The new system can give BART up to 10 seconds of notice before an earthquake, enough time to stop a train going 30 mph and significantly slow a train going 70 mph, preventing derailments, injuries and deaths, BART Director John McPartland said at a news conference at the agency’s Embarcadero station in San Francisco this afternoon.
McPartland said the system operated as intended before a 6.0-magnitude quake hit at 3:20 a.m. Sunday and caused significant destruction in Napa and Vallejo. BART trains were not running at the time of the quake, however, necessitating no action by the transit agency.
The system has applications beyond warning BART of impending earthquakes and Richard Allen of the University of California at Berkeley Seismological Laboratory called today for state or federal funding that would create a public early warning system.
Allen said that such a system could have many applications. While it could not give more than seconds of warning, it could be enough to stop motorists from driving onto a bridge, slow down traffic or even inform an eye surgeon that it’s time to stop.
He urged California residents to contact legislators to help secure funding for the system, which could alert the public through cellphones, computers or even smoke detector-like devices.
“This is a critical need here in earthquake country,” Allen said.
The state Legislature passed a bill that was signed by Gov. Jerry Brown last September calling for California’s Office of Emergency Services to develop an early warning system, but said funding for the system could not come from the state’s general fund and would have to come from other sources.
U.S. Sen. Dianne Feinstein, D-California, said in a statement today that two bills moving through Congress could send resources for an early warning system.
“An earthquake early-warning system would provide crucial time to carry out lifesaving actions,” Feinstein said. “A warning of even a handful of seconds would allow for emergency notifications to be sent; trains and traffic to be slowed or stopped; supplies of oil, gas and chemicals to be turned off; nuclear plants to be safeguarded; even elevators to be safely emptied.”
Allen said that the system can detect small amounts of energy radiating from epicenters prior from the quake. Sensors all over California stream data into the system, which can detect the energy and send an early alert.
Officials from the U.S. Geological Survey said today that the test system provided a five-second warning before Sunday’s quake hit, and within three seconds had estimated the magnitude of the quake to be 5.7.
BART’s use of the system is the first of its kind for a transit agency as it remains in testing, but BART officials said today that it is only a part of a massive seismic retrofit project that has improved earthquake safety systemwide over the last decade.

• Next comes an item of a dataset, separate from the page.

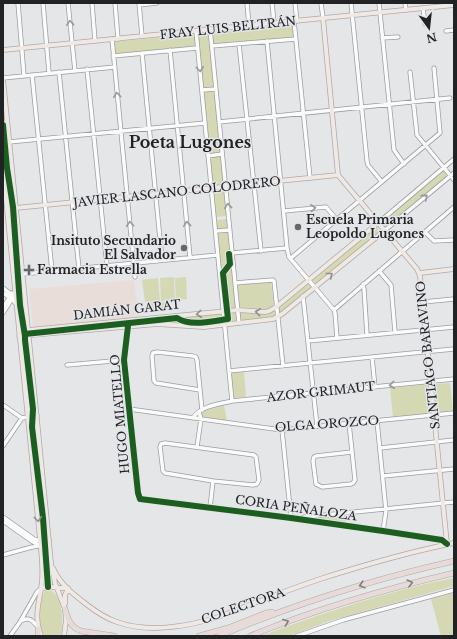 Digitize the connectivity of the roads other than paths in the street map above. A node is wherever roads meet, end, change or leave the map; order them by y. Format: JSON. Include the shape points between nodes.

Bay Area voters approved a $980 million bond in 2004 to fund the safety improvements and today BART has completed work on 24 of the agency’s 34 stations and 70 of its 74 miles of tracks.
BART officials said today that the work has paid off — no earthquake-related disruptions were reported on BART Sunday, while Amtrak tracks through the Capitol Corridor were closed for the morning and early afternoon for track inspections and Caltrain reported delays throughout the morning.
BART Director James Fang called it a “magnificent indication” of what the nearly $1 billion bond was used for.
BART also recently completed retrofit work on the Transbay Tube including flexible seismic joints, transition structures and structural upgrades.
McPartland said today that the tube under the Bay is one of the safest places in the BART system in the event of an earthquake.
“That thing is just as solid as you can get,” he said.